Task description: Your answer should be the records, restated word for word.

Stored data entries:
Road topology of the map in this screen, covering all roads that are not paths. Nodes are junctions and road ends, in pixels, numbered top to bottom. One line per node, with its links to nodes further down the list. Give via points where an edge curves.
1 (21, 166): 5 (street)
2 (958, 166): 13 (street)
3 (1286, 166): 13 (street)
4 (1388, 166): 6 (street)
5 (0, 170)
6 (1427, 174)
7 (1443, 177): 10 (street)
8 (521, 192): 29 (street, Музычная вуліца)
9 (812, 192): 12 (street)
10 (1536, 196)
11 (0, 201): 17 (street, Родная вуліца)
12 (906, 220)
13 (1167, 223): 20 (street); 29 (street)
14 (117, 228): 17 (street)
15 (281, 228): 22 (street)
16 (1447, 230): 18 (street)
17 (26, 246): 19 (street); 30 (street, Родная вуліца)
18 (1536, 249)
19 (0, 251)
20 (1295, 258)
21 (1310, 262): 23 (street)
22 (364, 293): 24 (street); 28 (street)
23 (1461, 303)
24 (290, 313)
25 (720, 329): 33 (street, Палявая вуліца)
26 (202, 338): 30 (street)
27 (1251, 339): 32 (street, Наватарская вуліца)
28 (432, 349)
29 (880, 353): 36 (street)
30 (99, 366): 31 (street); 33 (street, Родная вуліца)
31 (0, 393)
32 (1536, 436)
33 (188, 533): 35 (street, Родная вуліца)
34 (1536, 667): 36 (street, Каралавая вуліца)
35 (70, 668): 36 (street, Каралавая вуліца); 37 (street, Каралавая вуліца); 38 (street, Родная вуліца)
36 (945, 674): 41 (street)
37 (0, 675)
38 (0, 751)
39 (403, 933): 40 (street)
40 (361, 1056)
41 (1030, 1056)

Answer section:
Road topology of the map in this screen, covering all roads that are not paths. Nodes are junctions and road ends, in pixels, numbered top to bottom. One line per node, with its links to nodes further down the list. Give via points where an edge curves.
1 (21, 166): 5 (street)
2 (958, 166): 13 (street)
3 (1286, 166): 13 (street)
4 (1388, 166): 6 (street)
5 (0, 170)
6 (1427, 174)
7 (1443, 177): 10 (street)
8 (521, 192): 29 (street, Музычная вуліца)
9 (812, 192): 12 (street)
10 (1536, 196)
11 (0, 201): 17 (street, Родная вуліца)
12 (906, 220)
13 (1167, 223): 20 (street); 29 (street)
14 (117, 228): 17 (street)
15 (281, 228): 22 (street)
16 (1447, 230): 18 (street)
17 (26, 246): 19 (street); 30 (street, Родная вуліца)
18 (1536, 249)
19 (0, 251)
20 (1295, 258)
21 (1310, 262): 23 (street)
22 (364, 293): 24 (street); 28 (street)
23 (1461, 303)
24 (290, 313)
25 (720, 329): 33 (street, Палявая вуліца)
26 (202, 338): 30 (street)
27 (1251, 339): 32 (street, Наватарская вуліца)
28 (432, 349)
29 (880, 353): 36 (street)
30 (99, 366): 31 (street); 33 (street, Родная вуліца)
31 (0, 393)
32 (1536, 436)
33 (188, 533): 35 (street, Родная вуліца)
34 (1536, 667): 36 (street, Каралавая вуліца)
35 (70, 668): 36 (street, Каралавая вуліца); 37 (street, Каралавая вуліца); 38 (street, Родная вуліца)
36 (945, 674): 41 (street)
37 (0, 675)
38 (0, 751)
39 (403, 933): 40 (street)
40 (361, 1056)
41 (1030, 1056)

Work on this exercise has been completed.